→ What you will do
Nothing but the pictures may be left out. Restate the rest of the entries word for word.

[Stored items]
>>>

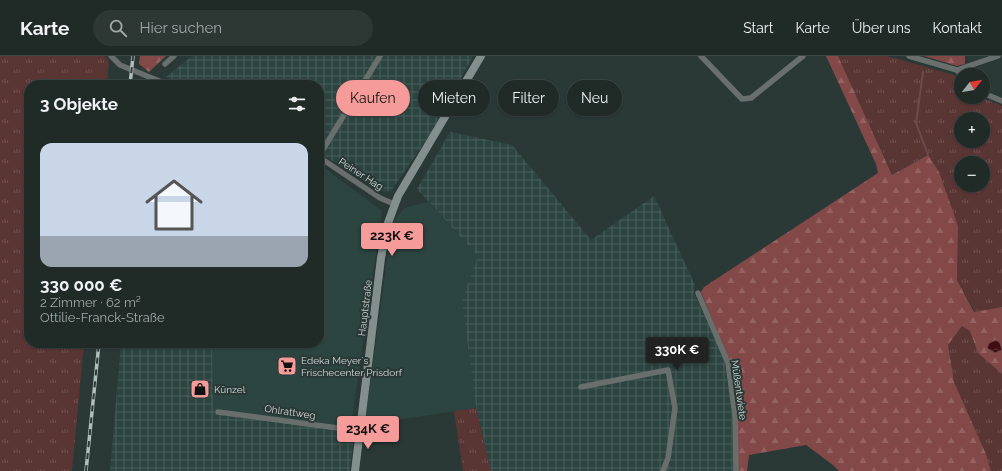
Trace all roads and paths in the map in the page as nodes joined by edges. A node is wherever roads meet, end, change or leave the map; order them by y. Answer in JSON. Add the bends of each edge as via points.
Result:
{"nodes":[{"id":1,"x":111,"y":56,"type":"edge"},
{"id":2,"x":174,"y":56,"type":"edge"},
{"id":3,"x":380,"y":56,"type":"edge"},
{"id":4,"x":481,"y":56,"type":"edge"},
{"id":5,"x":701,"y":56,"type":"edge"},
{"id":6,"x":803,"y":56,"type":"edge"},
{"id":7,"x":909,"y":56,"type":"edge"},
{"id":8,"x":998,"y":56,"type":"edge"},
{"id":9,"x":165,"y":64,"type":"dead end"},
{"id":10,"x":963,"y":68,"type":"edge"},
{"id":11,"x":954,"y":69,"type":"edge"},
{"id":12,"x":157,"y":80,"type":"edge"},
{"id":13,"x":990,"y":96,"type":"edge"},
{"id":14,"x":1002,"y":101,"type":"edge"},
{"id":15,"x":324,"y":148,"type":"edge"},
{"id":16,"x":324,"y":159,"type":"edge"},
{"id":17,"x":394,"y":204,"type":"junction"},
{"id":18,"x":698,"y":294,"type":"dead end"},
{"id":19,"x":581,"y":386,"type":"dead end"},
{"id":20,"x":218,"y":412,"type":"dead end"},
{"id":21,"x":360,"y":431,"type":"junction"},
{"id":22,"x":355,"y":469,"type":"edge"},
{"id":23,"x":663,"y":471,"type":"edge"},
{"id":24,"x":736,"y":471,"type":"edge"}],
"edges":[{"from":1,"to":12,"type":"street","via":[[120,65]]},
{"from":2,"to":9,"type":"street"},
{"from":3,"to":15,"type":"street"},
{"from":4,"to":17,"type":"main road","name":"Hauptstraße"},
{"from":5,"to":6,"type":"street","via":[[742,99],[751,98]]},
{"from":7,"to":11,"type":"street"},
{"from":8,"to":10,"type":"street"},
{"from":13,"to":14,"type":"street"},
{"from":16,"to":17,"type":"street","name":"Peiner Hag","via":[[380,198]]},
{"from":17,"to":21,"type":"main road","name":"Hauptstraße","via":[[381,258]]},
{"from":18,"to":24,"type":"street","name":"Müßentwiete","via":[[728,363],[734,416]]},
{"from":19,"to":23,"type":"street","via":[[668,370],[675,408],[668,458]]},
{"from":20,"to":21,"type":"street","name":"Ohlrattweg"},
{"from":21,"to":22,"type":"main road","name":"Hauptstraße"}]}
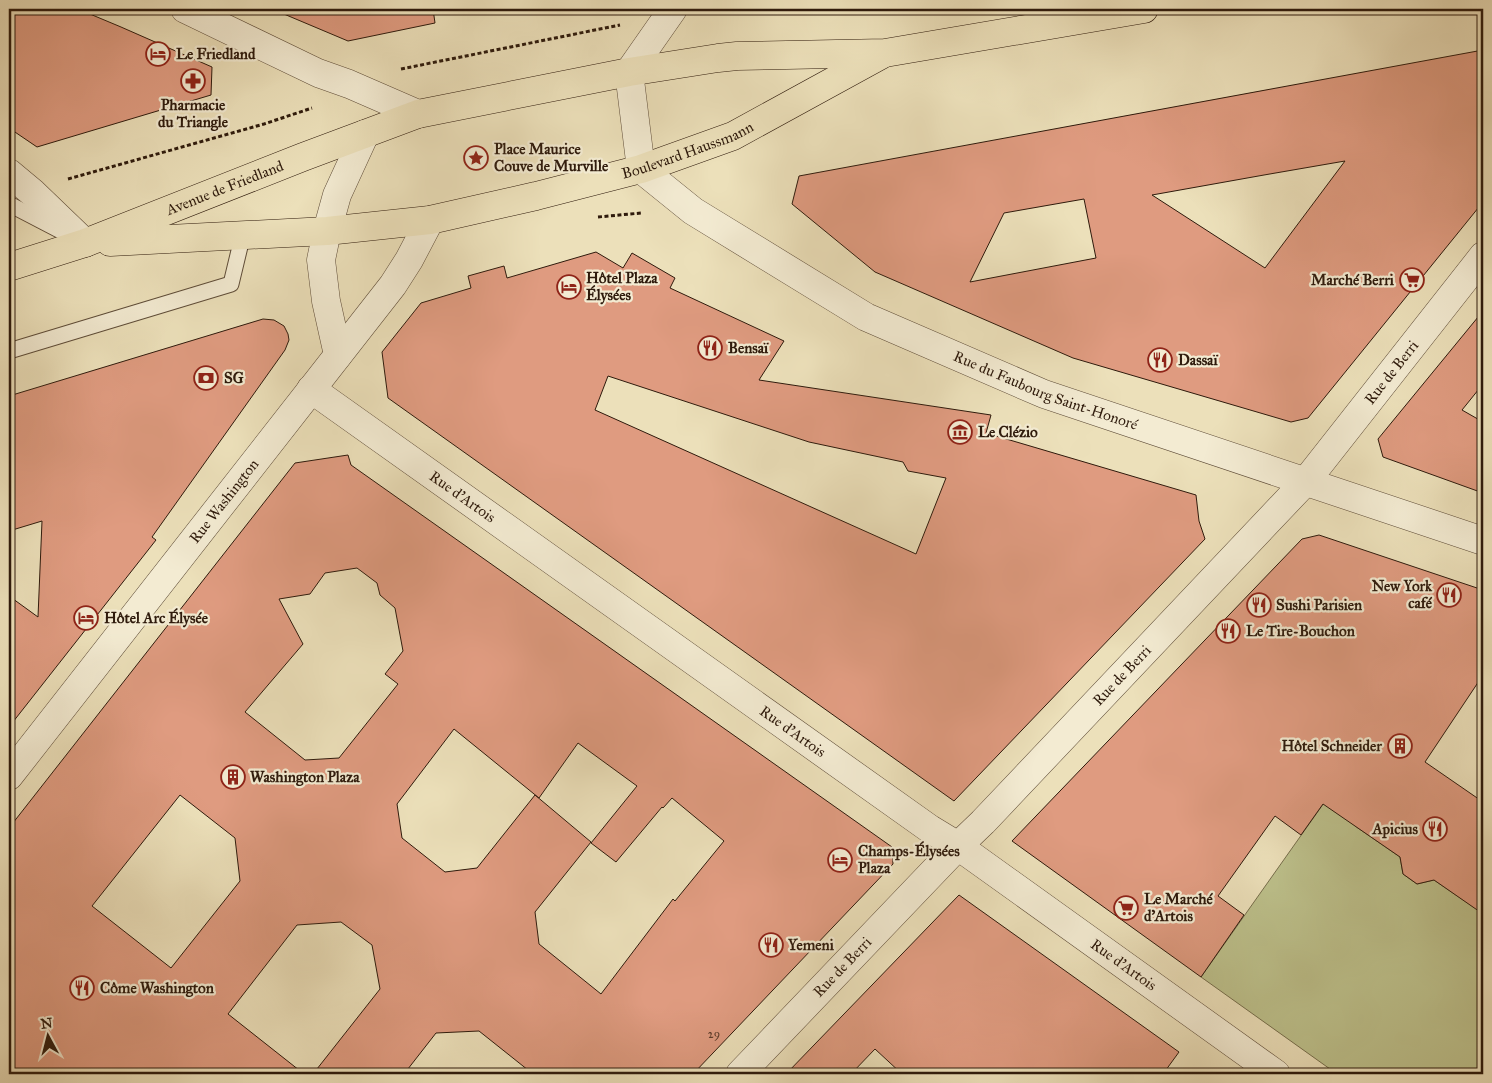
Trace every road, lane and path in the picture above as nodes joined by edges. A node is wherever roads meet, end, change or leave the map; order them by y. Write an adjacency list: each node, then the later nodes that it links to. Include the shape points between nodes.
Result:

<<<

→ Written answer
Trace all roads and paths in the map in the page as nodes joined by edges. A node is wherever roads meet, end, change or leave the map; order them by y. Answer in JSON. Add the bends of each edge as via points.
Result:
{"nodes":[{"id":1,"x":111,"y":56,"type":"edge"},
{"id":2,"x":174,"y":56,"type":"edge"},
{"id":3,"x":380,"y":56,"type":"edge"},
{"id":4,"x":481,"y":56,"type":"edge"},
{"id":5,"x":701,"y":56,"type":"edge"},
{"id":6,"x":803,"y":56,"type":"edge"},
{"id":7,"x":909,"y":56,"type":"edge"},
{"id":8,"x":998,"y":56,"type":"edge"},
{"id":9,"x":165,"y":64,"type":"dead end"},
{"id":10,"x":963,"y":68,"type":"edge"},
{"id":11,"x":954,"y":69,"type":"edge"},
{"id":12,"x":157,"y":80,"type":"edge"},
{"id":13,"x":990,"y":96,"type":"edge"},
{"id":14,"x":1002,"y":101,"type":"edge"},
{"id":15,"x":324,"y":148,"type":"edge"},
{"id":16,"x":324,"y":159,"type":"edge"},
{"id":17,"x":394,"y":204,"type":"junction"},
{"id":18,"x":698,"y":294,"type":"dead end"},
{"id":19,"x":581,"y":386,"type":"dead end"},
{"id":20,"x":218,"y":412,"type":"dead end"},
{"id":21,"x":360,"y":431,"type":"junction"},
{"id":22,"x":355,"y":469,"type":"edge"},
{"id":23,"x":663,"y":471,"type":"edge"},
{"id":24,"x":736,"y":471,"type":"edge"}],
"edges":[{"from":1,"to":12,"type":"street","via":[[120,65]]},
{"from":2,"to":9,"type":"street"},
{"from":3,"to":15,"type":"street"},
{"from":4,"to":17,"type":"main road","name":"Hauptstraße"},
{"from":5,"to":6,"type":"street","via":[[742,99],[751,98]]},
{"from":7,"to":11,"type":"street"},
{"from":8,"to":10,"type":"street"},
{"from":13,"to":14,"type":"street"},
{"from":16,"to":17,"type":"street","name":"Peiner Hag","via":[[380,198]]},
{"from":17,"to":21,"type":"main road","name":"Hauptstraße","via":[[381,258]]},
{"from":18,"to":24,"type":"street","name":"Müßentwiete","via":[[728,363],[734,416]]},
{"from":19,"to":23,"type":"street","via":[[668,370],[675,408],[668,458]]},
{"from":20,"to":21,"type":"street","name":"Ohlrattweg"},
{"from":21,"to":22,"type":"main road","name":"Hauptstraße"}]}
Trace every road, lane and path in the picture above as nodes joined by edges. A node is wherever roads meet, end, change or leave the map; order them by y. Write an adjacency list: each node, then the later nodes that it links to. Include the shape points between nodes.
Result:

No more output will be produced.